Apart from Bond himself, the film spends the most time and gives the most narrative weight to the characters audiences care about least—newcomers and introductions from the incredibly mediocre Spectre—while sidelining all of the key recurring players. The closest thing Q has to an arc is an attempted date night that Bond crashes. Eve Moneypenny doesn’t even have that (Naomie Harris, how dare they do this to you), and M (Ralph Fiennes) just sits at his very large desk and wonders where it all went wrong. One hopes this is just a farewell to Craig and not this entire Bond lineage, because if it is, the complete neglect of all the long-standing supporting players here is downright criminal. The film is so focused on trying to fix all of Bond’s shortcomings it seems to have no concept of Bond’s appeal or brand. James Bond used to be cool; in No Time to Die, he uses a Nokia phone.

A brief sojourn to Cuba is a shining light in a sea of darkness, one of the few places where No Time to Die lets loose enough to have a little fun, and also one of the only times this actually feels like a Bond movie. This section of the film sees Bond partnering with newbie CIA recruit Paloma (Ana de Armas, easily stealing every scene she is in) to crash a SPECTRE party in search of Obruchev; it’s fun, glamorous, quippy, and topped off by a well-choreographed action sequence. For several wonderful minutes, it really does feel like Bond is back. As Paloma, a wide-eyed new recruit, de Armas is delightful. She makes strategic use of a charmingly ditzy persona to obfuscate the true extent of her skills—easily the most interesting character the film introduces despite only featuring her in a scant few scenes. But the party comes to an end all too soon.

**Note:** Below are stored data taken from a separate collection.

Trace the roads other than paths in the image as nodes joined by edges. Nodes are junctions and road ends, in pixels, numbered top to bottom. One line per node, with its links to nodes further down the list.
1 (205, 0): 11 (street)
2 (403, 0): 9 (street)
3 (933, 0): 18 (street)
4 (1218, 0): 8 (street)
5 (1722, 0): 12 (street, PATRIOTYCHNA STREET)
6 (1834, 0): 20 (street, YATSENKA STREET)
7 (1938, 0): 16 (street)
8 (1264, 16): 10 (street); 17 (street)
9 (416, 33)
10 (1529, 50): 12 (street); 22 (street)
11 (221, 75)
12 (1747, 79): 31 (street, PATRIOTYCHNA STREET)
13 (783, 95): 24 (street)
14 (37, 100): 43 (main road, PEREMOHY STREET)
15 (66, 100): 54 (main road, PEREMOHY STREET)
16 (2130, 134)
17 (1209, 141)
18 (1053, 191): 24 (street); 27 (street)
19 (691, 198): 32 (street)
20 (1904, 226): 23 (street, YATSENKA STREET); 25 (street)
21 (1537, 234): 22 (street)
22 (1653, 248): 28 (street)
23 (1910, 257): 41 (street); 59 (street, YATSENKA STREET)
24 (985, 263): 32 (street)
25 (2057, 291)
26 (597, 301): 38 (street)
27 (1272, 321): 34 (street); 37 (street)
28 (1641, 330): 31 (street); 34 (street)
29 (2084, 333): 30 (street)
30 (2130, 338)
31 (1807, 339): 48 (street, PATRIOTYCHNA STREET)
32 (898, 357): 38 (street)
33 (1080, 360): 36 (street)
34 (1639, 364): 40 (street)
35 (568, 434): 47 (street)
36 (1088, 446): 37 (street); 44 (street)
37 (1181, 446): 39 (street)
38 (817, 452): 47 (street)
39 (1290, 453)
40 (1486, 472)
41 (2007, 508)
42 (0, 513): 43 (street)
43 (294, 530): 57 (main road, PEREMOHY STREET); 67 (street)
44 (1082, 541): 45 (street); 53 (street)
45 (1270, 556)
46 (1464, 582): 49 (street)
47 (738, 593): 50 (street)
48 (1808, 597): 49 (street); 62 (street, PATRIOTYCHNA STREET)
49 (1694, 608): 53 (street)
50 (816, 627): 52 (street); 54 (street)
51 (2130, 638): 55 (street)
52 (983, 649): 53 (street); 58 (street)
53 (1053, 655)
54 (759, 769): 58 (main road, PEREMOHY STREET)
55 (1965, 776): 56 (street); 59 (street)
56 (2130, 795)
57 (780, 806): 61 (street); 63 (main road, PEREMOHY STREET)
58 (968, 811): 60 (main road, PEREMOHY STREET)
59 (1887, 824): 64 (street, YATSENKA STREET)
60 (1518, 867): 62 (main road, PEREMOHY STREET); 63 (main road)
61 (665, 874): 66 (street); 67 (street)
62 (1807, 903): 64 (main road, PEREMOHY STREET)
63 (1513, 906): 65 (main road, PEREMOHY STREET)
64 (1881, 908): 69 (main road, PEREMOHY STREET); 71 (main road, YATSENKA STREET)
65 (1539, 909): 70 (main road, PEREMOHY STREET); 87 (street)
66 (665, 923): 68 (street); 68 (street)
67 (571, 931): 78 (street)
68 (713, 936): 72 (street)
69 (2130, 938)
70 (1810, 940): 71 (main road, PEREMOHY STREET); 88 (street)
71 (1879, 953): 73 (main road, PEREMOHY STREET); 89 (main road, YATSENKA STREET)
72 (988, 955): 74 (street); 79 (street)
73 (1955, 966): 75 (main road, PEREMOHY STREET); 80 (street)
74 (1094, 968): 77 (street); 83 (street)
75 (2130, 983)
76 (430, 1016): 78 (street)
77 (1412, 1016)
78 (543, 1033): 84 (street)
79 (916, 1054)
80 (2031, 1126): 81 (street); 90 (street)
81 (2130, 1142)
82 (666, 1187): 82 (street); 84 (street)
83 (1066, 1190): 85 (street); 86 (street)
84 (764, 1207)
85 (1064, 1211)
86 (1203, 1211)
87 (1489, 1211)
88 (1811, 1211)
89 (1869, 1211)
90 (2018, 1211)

No Time To Die’s tragic clusterf*ck of a flaw is that it makes the mistake of thinking that rehabbing Bond means scrubbing the character until he is squeaky-clean. But this just makes Bond an entirely different character, as these changes don’t develop over time; the growth does not feel earned. When Bond makes grand declarations of love, it doesn’t tug at the heartstrings, it feels like he’s been body-snatched, because whomst the actual hell is this man and where did he come from? A switch flips and the poster boy for toxic masculinity is now an earnest family man? When? How? By the end, No Time to Die just feels like a generic action film that happens to star a very tired-looking Daniel Craig.

Bringing Bond into the present, much like modernizing anything else, is not a matter of scrubbing away the problems of the past but coming to face them. The keyword should be atonement, not erasure. Give Bond consequences for his philandering, his misogyny, his bigotry—have chickens come home to roost. Instead, the actual skeletons in Bond’s closet are thrown out with the bathwater, leaving the film scrambling to pull stakes out of thin air; a soap opera-ish reveal late in the second act is nearly laughable in how desperate it feels. In the end, this attempted swan song for Craig’s Bond is more of a turkey wandering in confused circles. It’s not bad enough to ruin the highlights of his journey to date, and there are a handful of enjoyable sequences spread out within this 163-minute colossus, but still, it’s a damn shame this journey that started so strong couldn’t stick the landing.

No Time To Die opens in theaters on October 8, 2021.